**What the task asks**
What is wanted is every record, duplicated word for word.

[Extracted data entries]
%%

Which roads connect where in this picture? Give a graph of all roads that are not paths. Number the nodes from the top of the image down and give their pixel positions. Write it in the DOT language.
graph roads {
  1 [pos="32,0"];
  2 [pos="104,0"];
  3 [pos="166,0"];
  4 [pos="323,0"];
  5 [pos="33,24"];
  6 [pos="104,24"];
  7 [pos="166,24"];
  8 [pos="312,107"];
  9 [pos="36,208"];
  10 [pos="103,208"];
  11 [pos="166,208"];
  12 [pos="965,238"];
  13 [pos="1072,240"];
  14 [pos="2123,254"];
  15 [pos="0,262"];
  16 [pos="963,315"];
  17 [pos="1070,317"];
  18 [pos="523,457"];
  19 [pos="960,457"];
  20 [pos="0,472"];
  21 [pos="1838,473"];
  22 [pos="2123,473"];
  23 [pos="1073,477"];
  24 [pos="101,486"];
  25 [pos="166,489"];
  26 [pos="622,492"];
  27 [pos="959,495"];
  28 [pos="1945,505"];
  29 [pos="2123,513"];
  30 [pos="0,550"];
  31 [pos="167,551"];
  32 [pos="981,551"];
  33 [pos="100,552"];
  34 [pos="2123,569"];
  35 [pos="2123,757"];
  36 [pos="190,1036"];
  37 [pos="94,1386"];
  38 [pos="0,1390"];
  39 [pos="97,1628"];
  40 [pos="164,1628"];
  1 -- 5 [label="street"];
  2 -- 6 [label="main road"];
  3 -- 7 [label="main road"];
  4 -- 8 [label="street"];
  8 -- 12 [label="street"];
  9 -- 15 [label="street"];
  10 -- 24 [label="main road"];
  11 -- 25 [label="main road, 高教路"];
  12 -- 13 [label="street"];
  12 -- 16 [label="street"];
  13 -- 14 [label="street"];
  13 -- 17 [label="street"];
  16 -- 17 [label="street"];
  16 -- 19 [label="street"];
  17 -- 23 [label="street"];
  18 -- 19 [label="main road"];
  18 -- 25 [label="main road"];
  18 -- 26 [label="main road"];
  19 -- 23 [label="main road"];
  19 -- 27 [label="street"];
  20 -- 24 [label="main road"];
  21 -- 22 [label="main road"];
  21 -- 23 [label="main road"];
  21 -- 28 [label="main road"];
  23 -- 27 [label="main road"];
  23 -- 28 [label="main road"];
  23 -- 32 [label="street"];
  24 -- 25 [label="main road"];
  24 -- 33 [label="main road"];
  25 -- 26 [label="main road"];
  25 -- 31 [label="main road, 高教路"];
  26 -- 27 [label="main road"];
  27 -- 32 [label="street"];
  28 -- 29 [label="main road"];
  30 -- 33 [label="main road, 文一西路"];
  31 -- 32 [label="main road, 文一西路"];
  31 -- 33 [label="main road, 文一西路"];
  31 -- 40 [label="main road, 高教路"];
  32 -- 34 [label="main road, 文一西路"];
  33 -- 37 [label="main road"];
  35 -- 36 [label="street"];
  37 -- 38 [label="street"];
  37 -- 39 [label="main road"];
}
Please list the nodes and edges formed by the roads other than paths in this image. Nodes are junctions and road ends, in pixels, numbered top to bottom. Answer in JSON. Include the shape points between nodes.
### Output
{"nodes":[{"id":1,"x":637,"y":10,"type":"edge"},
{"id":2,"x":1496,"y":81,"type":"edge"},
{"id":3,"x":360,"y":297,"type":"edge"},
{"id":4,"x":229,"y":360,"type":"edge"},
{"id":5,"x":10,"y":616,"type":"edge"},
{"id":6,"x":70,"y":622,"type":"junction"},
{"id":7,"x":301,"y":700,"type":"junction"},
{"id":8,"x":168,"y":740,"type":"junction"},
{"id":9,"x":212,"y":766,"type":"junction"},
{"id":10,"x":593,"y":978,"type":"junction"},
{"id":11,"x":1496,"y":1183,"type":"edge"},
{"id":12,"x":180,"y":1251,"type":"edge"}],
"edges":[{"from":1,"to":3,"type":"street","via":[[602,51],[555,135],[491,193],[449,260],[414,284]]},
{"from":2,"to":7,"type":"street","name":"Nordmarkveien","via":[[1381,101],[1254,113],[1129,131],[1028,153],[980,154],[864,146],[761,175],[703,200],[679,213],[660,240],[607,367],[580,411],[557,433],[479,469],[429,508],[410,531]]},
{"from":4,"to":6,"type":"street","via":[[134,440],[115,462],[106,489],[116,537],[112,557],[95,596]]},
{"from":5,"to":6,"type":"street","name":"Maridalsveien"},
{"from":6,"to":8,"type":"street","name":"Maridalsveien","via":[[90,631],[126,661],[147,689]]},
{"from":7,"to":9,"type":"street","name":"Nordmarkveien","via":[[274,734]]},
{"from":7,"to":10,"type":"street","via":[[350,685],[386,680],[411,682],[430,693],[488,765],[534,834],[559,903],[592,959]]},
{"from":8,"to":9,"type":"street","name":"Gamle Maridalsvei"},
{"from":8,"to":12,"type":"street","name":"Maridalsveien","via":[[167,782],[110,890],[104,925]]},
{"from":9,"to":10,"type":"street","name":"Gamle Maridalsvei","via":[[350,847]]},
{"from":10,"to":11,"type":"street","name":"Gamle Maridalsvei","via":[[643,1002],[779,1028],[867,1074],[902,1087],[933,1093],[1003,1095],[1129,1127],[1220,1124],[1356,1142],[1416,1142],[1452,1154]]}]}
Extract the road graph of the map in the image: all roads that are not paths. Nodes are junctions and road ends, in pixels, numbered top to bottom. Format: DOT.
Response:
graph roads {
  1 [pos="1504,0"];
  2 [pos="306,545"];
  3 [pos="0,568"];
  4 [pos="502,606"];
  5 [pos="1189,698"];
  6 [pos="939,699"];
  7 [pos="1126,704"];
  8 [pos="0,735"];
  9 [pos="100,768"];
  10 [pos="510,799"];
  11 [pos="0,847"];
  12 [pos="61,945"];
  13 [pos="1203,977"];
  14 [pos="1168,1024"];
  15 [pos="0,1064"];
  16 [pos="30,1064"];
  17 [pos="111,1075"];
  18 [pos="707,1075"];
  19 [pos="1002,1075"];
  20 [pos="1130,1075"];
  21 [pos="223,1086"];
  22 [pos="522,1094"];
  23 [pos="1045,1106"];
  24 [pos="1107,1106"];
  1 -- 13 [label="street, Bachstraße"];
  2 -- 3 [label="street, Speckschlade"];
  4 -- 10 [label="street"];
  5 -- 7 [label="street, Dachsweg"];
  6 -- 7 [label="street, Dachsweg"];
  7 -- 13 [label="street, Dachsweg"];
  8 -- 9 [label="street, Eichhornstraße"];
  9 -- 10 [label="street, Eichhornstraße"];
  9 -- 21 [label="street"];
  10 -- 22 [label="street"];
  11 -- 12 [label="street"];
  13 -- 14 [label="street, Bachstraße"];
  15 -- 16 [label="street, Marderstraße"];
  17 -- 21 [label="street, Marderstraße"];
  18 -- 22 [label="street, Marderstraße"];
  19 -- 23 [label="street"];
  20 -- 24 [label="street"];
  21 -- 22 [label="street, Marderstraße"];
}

%%

**Answer box**
Which roads connect where in this picture? Give a graph of all roads that are not paths. Number the nodes from the top of the image down and give their pixel positions. Write it in the DOT language.
graph roads {
  1 [pos="32,0"];
  2 [pos="104,0"];
  3 [pos="166,0"];
  4 [pos="323,0"];
  5 [pos="33,24"];
  6 [pos="104,24"];
  7 [pos="166,24"];
  8 [pos="312,107"];
  9 [pos="36,208"];
  10 [pos="103,208"];
  11 [pos="166,208"];
  12 [pos="965,238"];
  13 [pos="1072,240"];
  14 [pos="2123,254"];
  15 [pos="0,262"];
  16 [pos="963,315"];
  17 [pos="1070,317"];
  18 [pos="523,457"];
  19 [pos="960,457"];
  20 [pos="0,472"];
  21 [pos="1838,473"];
  22 [pos="2123,473"];
  23 [pos="1073,477"];
  24 [pos="101,486"];
  25 [pos="166,489"];
  26 [pos="622,492"];
  27 [pos="959,495"];
  28 [pos="1945,505"];
  29 [pos="2123,513"];
  30 [pos="0,550"];
  31 [pos="167,551"];
  32 [pos="981,551"];
  33 [pos="100,552"];
  34 [pos="2123,569"];
  35 [pos="2123,757"];
  36 [pos="190,1036"];
  37 [pos="94,1386"];
  38 [pos="0,1390"];
  39 [pos="97,1628"];
  40 [pos="164,1628"];
  1 -- 5 [label="street"];
  2 -- 6 [label="main road"];
  3 -- 7 [label="main road"];
  4 -- 8 [label="street"];
  8 -- 12 [label="street"];
  9 -- 15 [label="street"];
  10 -- 24 [label="main road"];
  11 -- 25 [label="main road, 高教路"];
  12 -- 13 [label="street"];
  12 -- 16 [label="street"];
  13 -- 14 [label="street"];
  13 -- 17 [label="street"];
  16 -- 17 [label="street"];
  16 -- 19 [label="street"];
  17 -- 23 [label="street"];
  18 -- 19 [label="main road"];
  18 -- 25 [label="main road"];
  18 -- 26 [label="main road"];
  19 -- 23 [label="main road"];
  19 -- 27 [label="street"];
  20 -- 24 [label="main road"];
  21 -- 22 [label="main road"];
  21 -- 23 [label="main road"];
  21 -- 28 [label="main road"];
  23 -- 27 [label="main road"];
  23 -- 28 [label="main road"];
  23 -- 32 [label="street"];
  24 -- 25 [label="main road"];
  24 -- 33 [label="main road"];
  25 -- 26 [label="main road"];
  25 -- 31 [label="main road, 高教路"];
  26 -- 27 [label="main road"];
  27 -- 32 [label="street"];
  28 -- 29 [label="main road"];
  30 -- 33 [label="main road, 文一西路"];
  31 -- 32 [label="main road, 文一西路"];
  31 -- 33 [label="main road, 文一西路"];
  31 -- 40 [label="main road, 高教路"];
  32 -- 34 [label="main road, 文一西路"];
  33 -- 37 [label="main road"];
  35 -- 36 [label="street"];
  37 -- 38 [label="street"];
  37 -- 39 [label="main road"];
}
Please list the nodes and edges formed by the roads other than paths in this image. Nodes are junctions and road ends, in pixels, numbered top to bottom. Answer in JSON. Include the shape points between nodes.
### Output
{"nodes":[{"id":1,"x":637,"y":10,"type":"edge"},
{"id":2,"x":1496,"y":81,"type":"edge"},
{"id":3,"x":360,"y":297,"type":"edge"},
{"id":4,"x":229,"y":360,"type":"edge"},
{"id":5,"x":10,"y":616,"type":"edge"},
{"id":6,"x":70,"y":622,"type":"junction"},
{"id":7,"x":301,"y":700,"type":"junction"},
{"id":8,"x":168,"y":740,"type":"junction"},
{"id":9,"x":212,"y":766,"type":"junction"},
{"id":10,"x":593,"y":978,"type":"junction"},
{"id":11,"x":1496,"y":1183,"type":"edge"},
{"id":12,"x":180,"y":1251,"type":"edge"}],
"edges":[{"from":1,"to":3,"type":"street","via":[[602,51],[555,135],[491,193],[449,260],[414,284]]},
{"from":2,"to":7,"type":"street","name":"Nordmarkveien","via":[[1381,101],[1254,113],[1129,131],[1028,153],[980,154],[864,146],[761,175],[703,200],[679,213],[660,240],[607,367],[580,411],[557,433],[479,469],[429,508],[410,531]]},
{"from":4,"to":6,"type":"street","via":[[134,440],[115,462],[106,489],[116,537],[112,557],[95,596]]},
{"from":5,"to":6,"type":"street","name":"Maridalsveien"},
{"from":6,"to":8,"type":"street","name":"Maridalsveien","via":[[90,631],[126,661],[147,689]]},
{"from":7,"to":9,"type":"street","name":"Nordmarkveien","via":[[274,734]]},
{"from":7,"to":10,"type":"street","via":[[350,685],[386,680],[411,682],[430,693],[488,765],[534,834],[559,903],[592,959]]},
{"from":8,"to":9,"type":"street","name":"Gamle Maridalsvei"},
{"from":8,"to":12,"type":"street","name":"Maridalsveien","via":[[167,782],[110,890],[104,925]]},
{"from":9,"to":10,"type":"street","name":"Gamle Maridalsvei","via":[[350,847]]},
{"from":10,"to":11,"type":"street","name":"Gamle Maridalsvei","via":[[643,1002],[779,1028],[867,1074],[902,1087],[933,1093],[1003,1095],[1129,1127],[1220,1124],[1356,1142],[1416,1142],[1452,1154]]}]}
Extract the road graph of the map in the image: all roads that are not paths. Nodes are junctions and road ends, in pixels, numbered top to bottom. Format: DOT.
Response:
graph roads {
  1 [pos="1504,0"];
  2 [pos="306,545"];
  3 [pos="0,568"];
  4 [pos="502,606"];
  5 [pos="1189,698"];
  6 [pos="939,699"];
  7 [pos="1126,704"];
  8 [pos="0,735"];
  9 [pos="100,768"];
  10 [pos="510,799"];
  11 [pos="0,847"];
  12 [pos="61,945"];
  13 [pos="1203,977"];
  14 [pos="1168,1024"];
  15 [pos="0,1064"];
  16 [pos="30,1064"];
  17 [pos="111,1075"];
  18 [pos="707,1075"];
  19 [pos="1002,1075"];
  20 [pos="1130,1075"];
  21 [pos="223,1086"];
  22 [pos="522,1094"];
  23 [pos="1045,1106"];
  24 [pos="1107,1106"];
  1 -- 13 [label="street, Bachstraße"];
  2 -- 3 [label="street, Speckschlade"];
  4 -- 10 [label="street"];
  5 -- 7 [label="street, Dachsweg"];
  6 -- 7 [label="street, Dachsweg"];
  7 -- 13 [label="street, Dachsweg"];
  8 -- 9 [label="street, Eichhornstraße"];
  9 -- 10 [label="street, Eichhornstraße"];
  9 -- 21 [label="street"];
  10 -- 22 [label="street"];
  11 -- 12 [label="street"];
  13 -- 14 [label="street, Bachstraße"];
  15 -- 16 [label="street, Marderstraße"];
  17 -- 21 [label="street, Marderstraße"];
  18 -- 22 [label="street, Marderstraße"];
  19 -- 23 [label="street"];
  20 -- 24 [label="street"];
  21 -- 22 [label="street, Marderstraße"];
}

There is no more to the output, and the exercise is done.